One of the earliest approaches to perform pattern matching is correlation. In this method, a template of a known good image is stepped over the captured image and a pixel-by pixel region comparison made. This comparison can be performed a number of different ways, such as computing the sum of absolute differences (SAD) - perhaps one of the simplest methods-or more complex methods such as normalized cross correlation (NCC).
Normalized correlation
NCC is useful in applications where the illumination of the object may vary due to lighting and exposure conditions. In this method, the mean image greyscale value is subtracted from each pixel value (i.e. normalized) before comparison with the result that the correlation will be invariant to global brightness changes. This technique is used in a number of software packages including the EasyMatch grey-level and color pattern matching library from Euresys (Angleur, Belgium;www.euresys.com), for example, that can automatically adjust the contrast and/or intensity of the template before comparison with the target image.
NCC is computationally expensive and this computation time increases as the size of the template becomes larger. To overcome this, pyramid-based hierarchical searching algorithms can be used to reduce the computation time required. In such fast NCC approaches, both the template image and the search image are hierarchical sub-sampled. Then by searching on the smallest sub-sampled image, the search space is reduced. After finding a matching point on this sub-sampled image, searches are then performed on higher resolution image layers in the pyramid to provide an accurate match between the template and search image.
This is the approach taken by Matrox Imaging (Dorval, QC, Canada;www.matrox.com), for example, in its MIL Pattern Matching tool that uses a hierarchical search strategy to locate a pattern, including multiple occurrences, which are translated and slightly rotated, with sub-pixel accuracy. The tool performs well when scene lighting changes uniformly, which is useful for dealing with attenuating illumination (Figure 1).
In some machine vision applications, the object to be located will have grayscale characteristics similar to other objects in the scene, in which case grayscale pattern matching may not be accurate enough. If the object has color information that clearly differentiates it from the other objects, color-based pattern matching techniques can be used.
In such methods, the areas where the template and target image have a similar color spectrum are first located and then in these areas, greyscale pattern matching techniques such as NCC and geometric pattern matching can be used to obtain the final location of the object. Such an approach has been taken to identify a product from multiple variants and then to further inspect the presence of labels using the NI Vision library from National Instruments (NI; Austin, TX, USA;www.ni.com) see "Using Pattern Matching to inspect packaging prints" (http://bit.ly/1RRtcpx).
While such methods can overcome variations in lighting conditions, they are somewhat both scale and rotation invariant. To overcome this, a number of templates of the same image rotated and scaled to some degree can be generated and applied - a task that is more computationally intensive.
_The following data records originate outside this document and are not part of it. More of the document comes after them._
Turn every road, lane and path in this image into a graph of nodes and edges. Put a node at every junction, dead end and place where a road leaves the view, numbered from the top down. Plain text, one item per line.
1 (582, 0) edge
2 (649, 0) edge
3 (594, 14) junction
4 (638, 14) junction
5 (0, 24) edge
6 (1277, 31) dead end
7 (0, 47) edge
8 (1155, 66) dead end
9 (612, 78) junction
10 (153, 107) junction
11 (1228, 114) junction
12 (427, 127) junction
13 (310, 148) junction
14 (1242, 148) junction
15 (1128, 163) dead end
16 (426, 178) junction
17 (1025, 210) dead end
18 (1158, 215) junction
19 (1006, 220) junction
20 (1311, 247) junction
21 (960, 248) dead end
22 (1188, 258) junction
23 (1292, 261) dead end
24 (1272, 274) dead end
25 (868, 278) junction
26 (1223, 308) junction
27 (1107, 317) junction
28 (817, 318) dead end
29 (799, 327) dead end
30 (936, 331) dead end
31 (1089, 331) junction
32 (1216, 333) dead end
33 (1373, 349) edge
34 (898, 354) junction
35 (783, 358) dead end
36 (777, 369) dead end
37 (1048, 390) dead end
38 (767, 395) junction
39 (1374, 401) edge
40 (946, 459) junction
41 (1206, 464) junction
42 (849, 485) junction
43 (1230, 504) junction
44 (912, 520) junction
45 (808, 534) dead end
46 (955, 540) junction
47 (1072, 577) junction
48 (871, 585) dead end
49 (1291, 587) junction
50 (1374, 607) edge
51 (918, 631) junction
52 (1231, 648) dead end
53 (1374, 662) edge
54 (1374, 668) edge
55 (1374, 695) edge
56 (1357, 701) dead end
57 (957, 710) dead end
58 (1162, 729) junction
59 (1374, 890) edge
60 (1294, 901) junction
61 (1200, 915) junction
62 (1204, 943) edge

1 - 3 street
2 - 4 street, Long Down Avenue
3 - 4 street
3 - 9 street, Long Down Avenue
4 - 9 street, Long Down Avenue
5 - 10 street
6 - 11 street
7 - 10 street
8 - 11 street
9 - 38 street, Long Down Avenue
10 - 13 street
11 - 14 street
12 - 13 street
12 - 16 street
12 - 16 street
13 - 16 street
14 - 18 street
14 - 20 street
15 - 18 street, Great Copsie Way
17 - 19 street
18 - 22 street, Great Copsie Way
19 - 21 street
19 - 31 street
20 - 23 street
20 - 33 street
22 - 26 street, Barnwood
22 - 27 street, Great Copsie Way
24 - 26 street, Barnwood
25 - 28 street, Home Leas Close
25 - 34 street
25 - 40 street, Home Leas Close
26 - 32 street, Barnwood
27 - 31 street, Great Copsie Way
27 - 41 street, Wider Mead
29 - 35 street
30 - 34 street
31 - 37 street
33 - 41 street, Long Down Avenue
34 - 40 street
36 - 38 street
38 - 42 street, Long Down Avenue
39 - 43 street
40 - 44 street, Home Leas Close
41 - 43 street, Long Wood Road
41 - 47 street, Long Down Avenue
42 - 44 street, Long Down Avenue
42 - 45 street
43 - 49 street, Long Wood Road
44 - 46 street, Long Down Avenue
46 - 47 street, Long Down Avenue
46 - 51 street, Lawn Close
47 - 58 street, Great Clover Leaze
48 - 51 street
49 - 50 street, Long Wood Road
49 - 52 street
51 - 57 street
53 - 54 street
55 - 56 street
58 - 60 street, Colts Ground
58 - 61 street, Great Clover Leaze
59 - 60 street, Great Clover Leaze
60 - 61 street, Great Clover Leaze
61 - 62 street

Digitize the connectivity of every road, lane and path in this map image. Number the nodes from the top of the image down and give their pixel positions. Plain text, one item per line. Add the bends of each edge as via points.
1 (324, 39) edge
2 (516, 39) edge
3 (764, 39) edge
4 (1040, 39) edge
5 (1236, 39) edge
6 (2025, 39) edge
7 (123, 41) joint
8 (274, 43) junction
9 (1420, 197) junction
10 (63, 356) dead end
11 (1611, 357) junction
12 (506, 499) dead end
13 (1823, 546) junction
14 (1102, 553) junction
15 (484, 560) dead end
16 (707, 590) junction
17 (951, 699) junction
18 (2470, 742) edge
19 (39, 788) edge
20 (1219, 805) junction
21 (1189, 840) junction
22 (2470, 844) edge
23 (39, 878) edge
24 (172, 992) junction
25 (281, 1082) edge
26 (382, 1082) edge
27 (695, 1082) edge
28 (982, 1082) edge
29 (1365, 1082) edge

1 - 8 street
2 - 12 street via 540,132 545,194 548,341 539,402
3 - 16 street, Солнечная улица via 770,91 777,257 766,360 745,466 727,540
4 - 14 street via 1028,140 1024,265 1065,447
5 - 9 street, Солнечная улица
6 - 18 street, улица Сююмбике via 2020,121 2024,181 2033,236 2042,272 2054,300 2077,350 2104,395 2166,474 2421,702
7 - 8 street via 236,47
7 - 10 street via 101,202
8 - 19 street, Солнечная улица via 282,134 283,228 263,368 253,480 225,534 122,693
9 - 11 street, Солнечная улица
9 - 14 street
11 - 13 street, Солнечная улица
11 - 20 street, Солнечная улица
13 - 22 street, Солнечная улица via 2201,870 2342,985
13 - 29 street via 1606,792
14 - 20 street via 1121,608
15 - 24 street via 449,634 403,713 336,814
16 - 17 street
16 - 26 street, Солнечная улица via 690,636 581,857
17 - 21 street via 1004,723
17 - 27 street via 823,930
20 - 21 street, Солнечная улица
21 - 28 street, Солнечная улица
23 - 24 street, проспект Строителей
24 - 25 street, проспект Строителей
Where objects to be located may be occluded or highly rotated or scaled, geometric pattern matching techniques are more effective.
Rather than comparing a grayscale template of an object, geometric features such as edge features and gradients of a template image are first detected and then characterized. These various geometric features are then used as a model to describe the template image. After an unknown image is captured, its geometric features are extracted and compared with those features from the template image to determine if the template image is present in the target image.
One of the first companies to develop such geometric pattern matching was Cognex (Natick, MA, USA;www.cognex.com) with the introduction of its PatMax software. By learning an object's geometry and looking for similar shapes in the target image, the software can locate objects despite any changes in angle, size and illumination conditions (Figure 2).
Today, many different companies offer software packages that incorporate geometric pattern matching techniques. These include the MIL Geometric Model Finder (GMF) tool from Matrox, HALCON from MVTec (Munich, Germany;www.mvtec.com) and Sapera Essential from Teledyne DALSA (Waterloo, ON, Canada; www.teledynedalsa.com). As well as obtaining geometrical features from template images, many of these software packages allow a template model to be obtained from a CAD file. However, how to extract the correct features from such CAD models has been the subject of on-going research for the last 25 years (see "A discourse on geometric feature recognition from CAD models" http://bit.ly/1n00tlv).
Texture analysis
Should an object lack discernible features, other approaches such as texture-based pattern matching can be employed. These include those that recognize and localize objects based on local point features such as the scale-invariant feature transform (SIFT), originally developed by David G. Lowe of the Computer Science Department at the University of British Columbia (Vancouver, BC, Canada;www.cs.ubc.ca see "Distinctive Image Features from Scale-Invariant Keypoints" (http://bit.ly/1YTfDEZ).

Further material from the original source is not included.